State health inspectors documented 58 deficiencies at Mescalero Care Center during 2023 to 2025. These included: 58 with potential for harm. While no single deficiency reached the most serious levels, the total volume warrants attention from prospective families.

Who Owns and Operates Mescalero Care Center?

Mescalero Care Center is owned by a non-profit organization. Non-profit facilities reinvest revenue into operations rather than distributing to shareholders. The facility operates independently rather than as part of a larger chain. With 40 certified beds and approximately 10 residents (about 25% occupancy), it is a smaller facility located in Mescalero, New Mexico.

How Does Mescalero Care Center Compare to Other New Mexico Nursing Homes?

Compared to the 100 nursing homes in New Mexico, Mescalero Care Center's overall rating (2 stars) is below the state average of 2.9 and health inspection rating (2 stars) is below the national benchmark.

What Should Families Ask When Visiting Mescalero Care Center?

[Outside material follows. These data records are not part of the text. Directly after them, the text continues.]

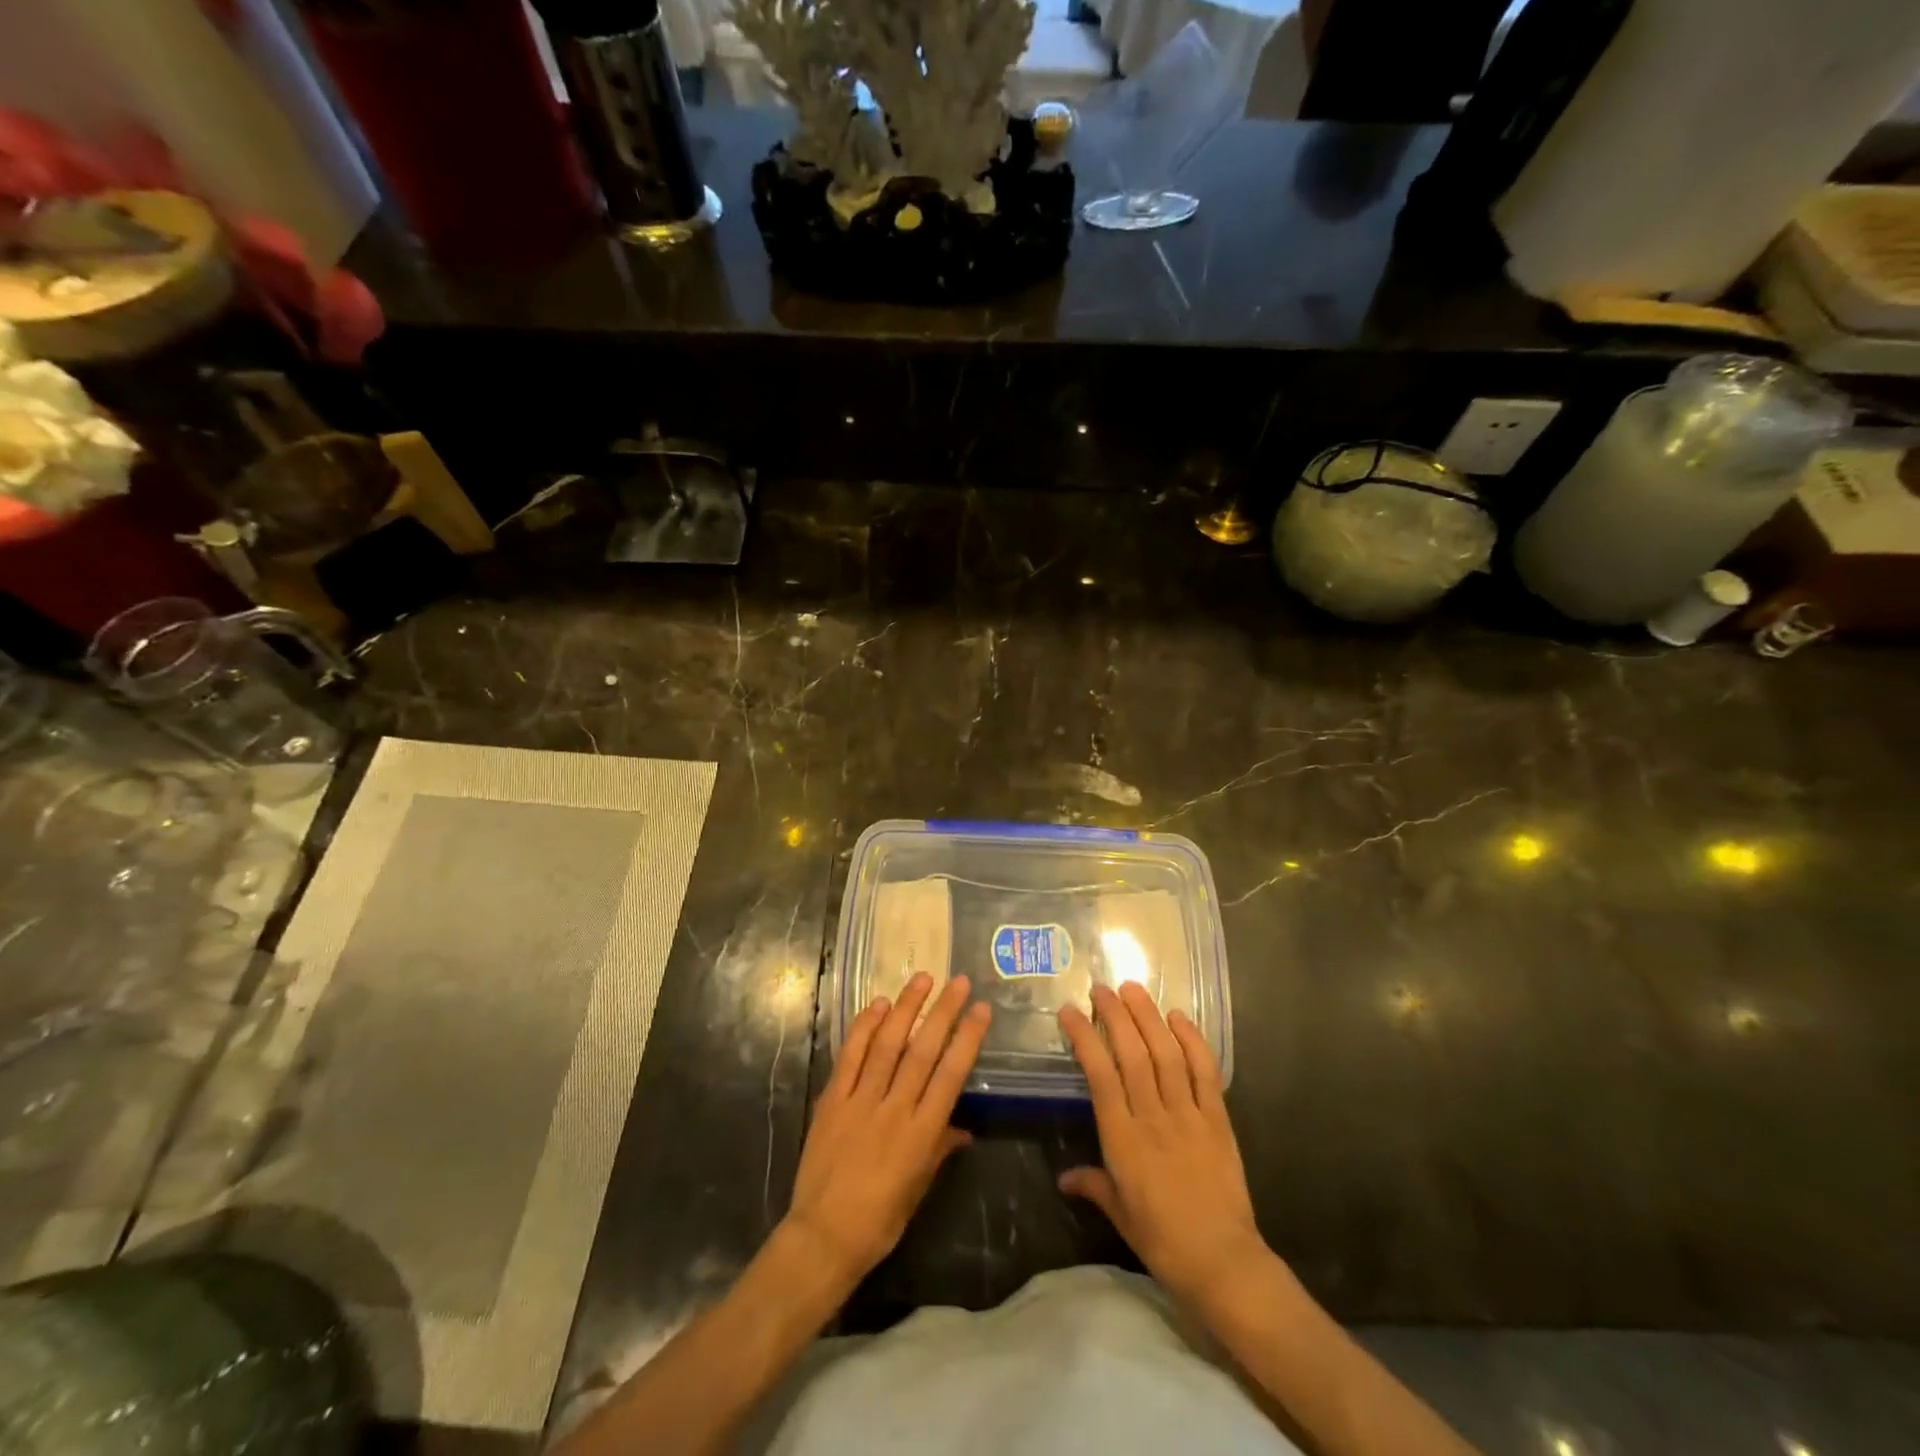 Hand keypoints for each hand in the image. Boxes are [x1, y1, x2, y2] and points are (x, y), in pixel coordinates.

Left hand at [783, 974, 991, 1293]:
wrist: (822, 1237)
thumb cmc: (879, 1220)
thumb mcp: (919, 1188)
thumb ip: (940, 1149)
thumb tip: (964, 1128)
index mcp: (921, 1133)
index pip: (950, 1075)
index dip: (967, 1038)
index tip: (980, 1009)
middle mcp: (894, 1109)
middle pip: (922, 1051)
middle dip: (942, 1012)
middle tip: (958, 981)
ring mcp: (861, 1101)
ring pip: (887, 1044)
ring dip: (905, 1008)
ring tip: (921, 978)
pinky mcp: (833, 1100)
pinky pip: (850, 1056)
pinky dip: (864, 1028)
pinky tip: (877, 1004)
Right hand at [1058, 983, 1269, 1312]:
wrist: (1223, 1262)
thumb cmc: (1162, 1240)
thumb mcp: (1119, 1213)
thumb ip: (1093, 1185)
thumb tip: (1064, 1178)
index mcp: (1122, 1139)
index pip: (1099, 1075)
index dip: (1084, 1038)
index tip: (1070, 1011)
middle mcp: (1153, 1117)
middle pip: (1132, 1054)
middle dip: (1116, 1015)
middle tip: (1102, 988)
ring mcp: (1188, 1115)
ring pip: (1166, 1055)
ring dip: (1149, 1018)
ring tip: (1134, 989)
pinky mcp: (1218, 1119)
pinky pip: (1205, 1073)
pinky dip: (1193, 1041)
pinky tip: (1180, 1017) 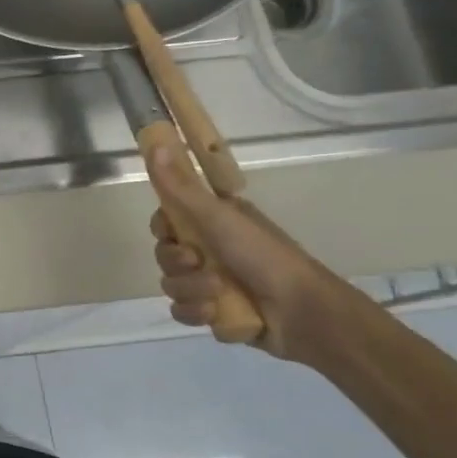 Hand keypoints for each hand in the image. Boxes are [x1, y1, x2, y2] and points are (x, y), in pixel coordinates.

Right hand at [145, 146, 352, 363]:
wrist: (302, 311)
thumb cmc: (263, 256)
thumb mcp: (218, 216)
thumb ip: (181, 186)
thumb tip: (155, 143)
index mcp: (213, 222)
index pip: (167, 221)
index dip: (162, 228)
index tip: (171, 231)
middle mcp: (210, 249)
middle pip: (165, 255)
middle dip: (177, 264)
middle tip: (198, 263)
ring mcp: (210, 283)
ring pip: (172, 285)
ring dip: (191, 291)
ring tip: (217, 295)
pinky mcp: (214, 313)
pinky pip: (183, 312)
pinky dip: (197, 314)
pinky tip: (215, 314) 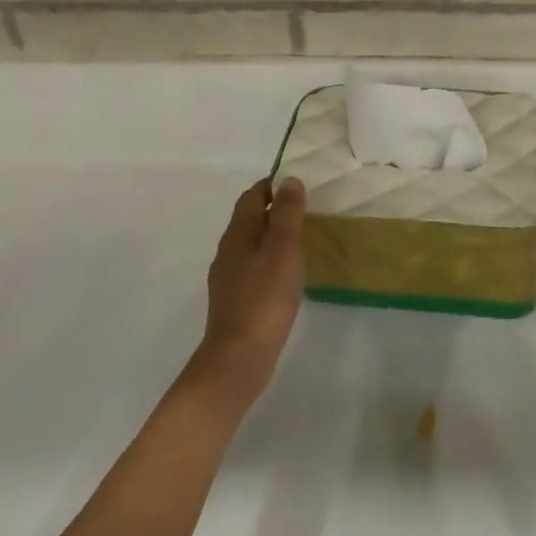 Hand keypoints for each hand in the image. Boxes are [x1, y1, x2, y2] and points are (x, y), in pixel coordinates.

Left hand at [199, 176, 306, 371]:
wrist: (239, 356)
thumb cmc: (264, 298)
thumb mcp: (283, 250)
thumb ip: (287, 214)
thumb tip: (288, 180)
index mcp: (237, 234)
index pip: (252, 197)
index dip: (272, 186)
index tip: (298, 184)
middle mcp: (228, 251)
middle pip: (249, 220)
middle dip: (274, 210)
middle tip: (307, 211)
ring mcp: (229, 278)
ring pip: (251, 245)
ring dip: (273, 237)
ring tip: (302, 241)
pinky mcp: (235, 300)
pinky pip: (254, 269)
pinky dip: (270, 261)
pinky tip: (287, 276)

Based on this facility's data, families visiting should ask: "Can I visit during a mealtime to observe dining assistance and food quality?" "How do you handle medical emergencies, and what is your hospital transfer rate?" "Can I speak with family members of current residents about their experience?"

Is Mescalero Care Center Safe?

Based on CMS inspection data, Mescalero Care Center has a clean safety record: no substantiated abuse findings (meaning no confirmed cases of resident harm), no Immediate Jeopardy citations (the most serious violation level indicating risk of serious injury or death), and is not on the Special Focus Facility watch list (a federal program monitoring the lowest-performing 1% of nursing homes). The facility has a 2-star overall rating and ranks #100 of 100 nursing homes in New Mexico. While no facility is perfect, families should still ask about staff-to-resident ratios and recent inspection results during their visit.

Do Nurses at Mescalero Care Center Stick Around?

Mescalero Care Center has not reported staff turnover data to CMS. Staff turnover matters because consistent caregivers learn residents' individual needs, medications, and preferences. When staff frequently change, this institutional knowledge is lost. Families should ask the facility directly about their staff retention rates and average employee tenure.

Was Mescalero Care Center Ever Fined?

Mescalero Care Center has been fined $32,110 across 5 penalty actions. This is below the New Mexico average of $33,400. While any fine indicates a compliance issue, fines under $50,000 are relatively common and typically reflect isolated problems that were subsequently corrected. Families should ask what specific issues led to these fines and confirm they've been resolved.

Is Mescalero Care Center on Any Federal Watch List?

Mescalero Care Center is not on any federal watch list. The most significant is the Special Focus Facility (SFF) program, which identifies the bottom 1% of nursing homes nationally based on persistent, serious quality problems. Not being on this list means the facility has avoided the pattern of deficiencies that triggers enhanced federal oversight. This is a positive indicator, though families should still review the facility's inspection history directly.